The answer must consist of every line from the data that holds the string "setLineDash".

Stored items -
***

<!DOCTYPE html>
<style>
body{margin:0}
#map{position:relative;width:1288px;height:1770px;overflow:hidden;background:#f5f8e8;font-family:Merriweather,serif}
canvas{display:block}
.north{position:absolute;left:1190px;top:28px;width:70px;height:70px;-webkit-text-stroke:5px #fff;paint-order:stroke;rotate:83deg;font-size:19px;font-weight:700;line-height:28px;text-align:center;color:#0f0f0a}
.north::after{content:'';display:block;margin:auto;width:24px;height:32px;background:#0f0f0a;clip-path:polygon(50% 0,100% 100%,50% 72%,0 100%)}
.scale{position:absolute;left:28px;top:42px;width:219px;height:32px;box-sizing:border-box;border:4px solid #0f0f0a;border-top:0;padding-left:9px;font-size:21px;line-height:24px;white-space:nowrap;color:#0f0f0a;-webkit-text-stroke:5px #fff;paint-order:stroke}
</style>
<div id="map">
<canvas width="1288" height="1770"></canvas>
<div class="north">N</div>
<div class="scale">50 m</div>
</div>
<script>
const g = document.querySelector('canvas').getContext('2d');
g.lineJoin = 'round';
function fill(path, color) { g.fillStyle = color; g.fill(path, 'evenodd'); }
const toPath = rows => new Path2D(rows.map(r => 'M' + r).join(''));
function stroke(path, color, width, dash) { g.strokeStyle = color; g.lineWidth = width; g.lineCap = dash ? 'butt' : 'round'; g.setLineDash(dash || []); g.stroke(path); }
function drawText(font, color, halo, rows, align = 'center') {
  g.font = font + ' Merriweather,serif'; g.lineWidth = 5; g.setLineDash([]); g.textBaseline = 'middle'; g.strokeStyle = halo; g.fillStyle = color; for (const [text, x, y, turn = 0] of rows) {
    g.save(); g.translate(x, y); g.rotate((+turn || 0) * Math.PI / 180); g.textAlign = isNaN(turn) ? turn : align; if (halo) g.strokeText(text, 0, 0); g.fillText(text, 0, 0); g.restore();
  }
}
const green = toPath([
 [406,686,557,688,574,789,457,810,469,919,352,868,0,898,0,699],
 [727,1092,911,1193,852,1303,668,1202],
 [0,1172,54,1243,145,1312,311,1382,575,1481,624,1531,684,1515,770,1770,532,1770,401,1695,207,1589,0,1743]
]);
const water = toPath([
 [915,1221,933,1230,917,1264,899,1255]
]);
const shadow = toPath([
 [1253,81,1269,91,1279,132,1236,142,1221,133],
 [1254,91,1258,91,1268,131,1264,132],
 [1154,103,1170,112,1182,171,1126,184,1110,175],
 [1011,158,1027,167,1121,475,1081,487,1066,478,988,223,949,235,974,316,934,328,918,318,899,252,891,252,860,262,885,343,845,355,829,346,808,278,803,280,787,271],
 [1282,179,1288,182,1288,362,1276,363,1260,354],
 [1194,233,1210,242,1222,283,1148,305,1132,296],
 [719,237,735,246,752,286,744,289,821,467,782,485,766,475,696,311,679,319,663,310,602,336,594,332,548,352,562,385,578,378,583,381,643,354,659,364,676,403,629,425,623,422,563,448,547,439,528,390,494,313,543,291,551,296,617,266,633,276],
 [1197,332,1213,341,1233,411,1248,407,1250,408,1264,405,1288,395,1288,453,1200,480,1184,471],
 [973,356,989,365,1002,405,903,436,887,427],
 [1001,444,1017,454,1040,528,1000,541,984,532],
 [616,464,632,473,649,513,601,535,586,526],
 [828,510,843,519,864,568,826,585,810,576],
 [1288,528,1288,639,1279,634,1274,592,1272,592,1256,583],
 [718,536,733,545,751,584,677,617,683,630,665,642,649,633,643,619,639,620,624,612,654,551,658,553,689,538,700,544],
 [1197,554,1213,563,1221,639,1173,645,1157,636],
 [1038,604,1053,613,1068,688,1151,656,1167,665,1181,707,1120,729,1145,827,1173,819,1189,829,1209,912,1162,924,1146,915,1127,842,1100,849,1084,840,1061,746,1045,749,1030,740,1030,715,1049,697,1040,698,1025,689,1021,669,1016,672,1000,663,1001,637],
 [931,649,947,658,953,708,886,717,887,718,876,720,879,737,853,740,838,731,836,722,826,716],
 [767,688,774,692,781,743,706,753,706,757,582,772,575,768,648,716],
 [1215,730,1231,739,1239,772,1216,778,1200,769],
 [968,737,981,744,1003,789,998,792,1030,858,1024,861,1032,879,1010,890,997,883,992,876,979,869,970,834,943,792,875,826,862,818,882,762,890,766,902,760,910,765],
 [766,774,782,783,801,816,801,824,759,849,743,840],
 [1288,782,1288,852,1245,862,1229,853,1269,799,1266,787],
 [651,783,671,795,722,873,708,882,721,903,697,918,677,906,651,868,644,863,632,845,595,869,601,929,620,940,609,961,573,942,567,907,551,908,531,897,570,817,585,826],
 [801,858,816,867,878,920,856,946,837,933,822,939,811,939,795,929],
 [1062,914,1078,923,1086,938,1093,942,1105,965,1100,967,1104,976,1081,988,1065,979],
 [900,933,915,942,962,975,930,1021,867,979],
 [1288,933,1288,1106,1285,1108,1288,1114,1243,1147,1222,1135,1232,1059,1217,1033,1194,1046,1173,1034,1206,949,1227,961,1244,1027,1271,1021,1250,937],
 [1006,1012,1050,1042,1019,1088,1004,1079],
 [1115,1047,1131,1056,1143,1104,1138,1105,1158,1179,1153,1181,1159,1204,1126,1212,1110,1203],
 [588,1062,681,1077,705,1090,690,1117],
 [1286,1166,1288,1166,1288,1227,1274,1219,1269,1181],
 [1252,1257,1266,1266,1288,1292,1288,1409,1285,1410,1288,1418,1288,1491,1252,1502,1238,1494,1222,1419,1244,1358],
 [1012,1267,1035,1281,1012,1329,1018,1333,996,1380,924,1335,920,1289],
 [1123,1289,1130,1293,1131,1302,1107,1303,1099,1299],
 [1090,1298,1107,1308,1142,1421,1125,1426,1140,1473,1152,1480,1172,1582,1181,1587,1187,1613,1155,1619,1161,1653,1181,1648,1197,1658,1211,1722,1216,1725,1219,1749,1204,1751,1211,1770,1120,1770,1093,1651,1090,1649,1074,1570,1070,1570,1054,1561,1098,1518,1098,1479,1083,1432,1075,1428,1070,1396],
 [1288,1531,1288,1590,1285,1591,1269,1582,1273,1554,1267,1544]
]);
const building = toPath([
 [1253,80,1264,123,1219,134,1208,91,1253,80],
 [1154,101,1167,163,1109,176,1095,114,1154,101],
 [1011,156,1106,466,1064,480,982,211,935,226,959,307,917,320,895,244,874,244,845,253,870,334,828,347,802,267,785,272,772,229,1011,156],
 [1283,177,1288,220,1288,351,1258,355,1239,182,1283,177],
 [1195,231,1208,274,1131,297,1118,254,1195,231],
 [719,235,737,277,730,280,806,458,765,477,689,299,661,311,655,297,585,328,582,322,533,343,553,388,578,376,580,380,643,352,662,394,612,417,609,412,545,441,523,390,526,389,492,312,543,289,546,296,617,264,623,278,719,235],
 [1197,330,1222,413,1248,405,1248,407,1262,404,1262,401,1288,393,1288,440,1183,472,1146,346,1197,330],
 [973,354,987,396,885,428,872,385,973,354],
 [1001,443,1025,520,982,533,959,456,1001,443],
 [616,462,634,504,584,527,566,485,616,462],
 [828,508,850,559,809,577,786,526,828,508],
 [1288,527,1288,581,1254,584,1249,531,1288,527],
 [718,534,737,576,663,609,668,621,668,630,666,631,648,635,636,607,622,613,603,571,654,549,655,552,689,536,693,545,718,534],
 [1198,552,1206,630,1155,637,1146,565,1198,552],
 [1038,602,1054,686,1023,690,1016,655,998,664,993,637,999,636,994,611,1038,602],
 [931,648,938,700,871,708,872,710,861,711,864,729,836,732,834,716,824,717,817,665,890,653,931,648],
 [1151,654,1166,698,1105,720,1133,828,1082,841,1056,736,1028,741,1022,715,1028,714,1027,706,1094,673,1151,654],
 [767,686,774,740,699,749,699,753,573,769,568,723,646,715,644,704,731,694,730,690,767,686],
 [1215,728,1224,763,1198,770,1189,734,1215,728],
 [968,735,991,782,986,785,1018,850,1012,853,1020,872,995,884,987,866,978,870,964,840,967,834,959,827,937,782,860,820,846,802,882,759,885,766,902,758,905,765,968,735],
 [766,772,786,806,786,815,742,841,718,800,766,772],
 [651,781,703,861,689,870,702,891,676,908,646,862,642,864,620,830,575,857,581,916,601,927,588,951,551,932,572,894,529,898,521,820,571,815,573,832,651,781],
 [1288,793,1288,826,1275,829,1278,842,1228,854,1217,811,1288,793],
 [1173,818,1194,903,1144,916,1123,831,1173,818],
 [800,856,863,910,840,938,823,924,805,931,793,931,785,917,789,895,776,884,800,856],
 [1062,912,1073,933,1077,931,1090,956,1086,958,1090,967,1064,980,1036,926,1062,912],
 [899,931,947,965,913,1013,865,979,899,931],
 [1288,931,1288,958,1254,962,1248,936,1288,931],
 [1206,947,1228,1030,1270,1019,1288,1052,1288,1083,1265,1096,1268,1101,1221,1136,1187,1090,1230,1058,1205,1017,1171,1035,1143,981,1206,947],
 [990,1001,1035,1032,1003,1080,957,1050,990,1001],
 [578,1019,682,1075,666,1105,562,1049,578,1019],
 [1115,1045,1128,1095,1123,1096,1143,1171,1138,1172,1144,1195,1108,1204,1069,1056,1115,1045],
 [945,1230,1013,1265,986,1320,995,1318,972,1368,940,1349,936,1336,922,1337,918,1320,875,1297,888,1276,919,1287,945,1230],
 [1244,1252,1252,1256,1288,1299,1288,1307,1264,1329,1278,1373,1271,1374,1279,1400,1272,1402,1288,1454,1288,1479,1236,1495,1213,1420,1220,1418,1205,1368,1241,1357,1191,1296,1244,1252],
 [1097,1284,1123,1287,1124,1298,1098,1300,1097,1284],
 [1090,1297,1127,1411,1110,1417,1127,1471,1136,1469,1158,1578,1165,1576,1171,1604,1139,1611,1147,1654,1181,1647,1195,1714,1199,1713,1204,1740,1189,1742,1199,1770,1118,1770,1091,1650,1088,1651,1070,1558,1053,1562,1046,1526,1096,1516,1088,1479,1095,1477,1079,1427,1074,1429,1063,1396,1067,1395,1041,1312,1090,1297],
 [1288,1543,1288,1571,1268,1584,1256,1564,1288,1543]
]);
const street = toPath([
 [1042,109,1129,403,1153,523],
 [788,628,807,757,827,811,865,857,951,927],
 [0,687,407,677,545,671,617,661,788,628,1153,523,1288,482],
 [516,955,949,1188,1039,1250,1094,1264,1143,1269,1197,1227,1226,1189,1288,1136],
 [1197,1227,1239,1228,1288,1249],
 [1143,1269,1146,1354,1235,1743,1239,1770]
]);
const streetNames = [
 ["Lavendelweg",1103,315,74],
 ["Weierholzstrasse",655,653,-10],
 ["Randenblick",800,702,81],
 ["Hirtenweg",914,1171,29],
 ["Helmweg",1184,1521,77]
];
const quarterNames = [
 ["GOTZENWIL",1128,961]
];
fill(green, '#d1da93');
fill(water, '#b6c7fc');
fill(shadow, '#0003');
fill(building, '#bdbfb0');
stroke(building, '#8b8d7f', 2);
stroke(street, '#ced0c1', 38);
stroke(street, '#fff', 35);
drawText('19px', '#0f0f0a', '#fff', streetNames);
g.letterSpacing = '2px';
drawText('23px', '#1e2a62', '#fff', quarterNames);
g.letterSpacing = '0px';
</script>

***

Result -
function stroke(path, color, width, dash) { g.strokeStyle = color; g.lineWidth = width; g.lineCap = dash ? 'butt' : 'round'; g.setLineDash(dash || []); g.stroke(path); }
  g.font = font + ' Merriweather,serif'; g.lineWidth = 5; g.setLineDash([]); g.textBaseline = 'middle'; g.strokeStyle = halo; g.fillStyle = color; for (const [text, x, y, turn = 0] of rows) {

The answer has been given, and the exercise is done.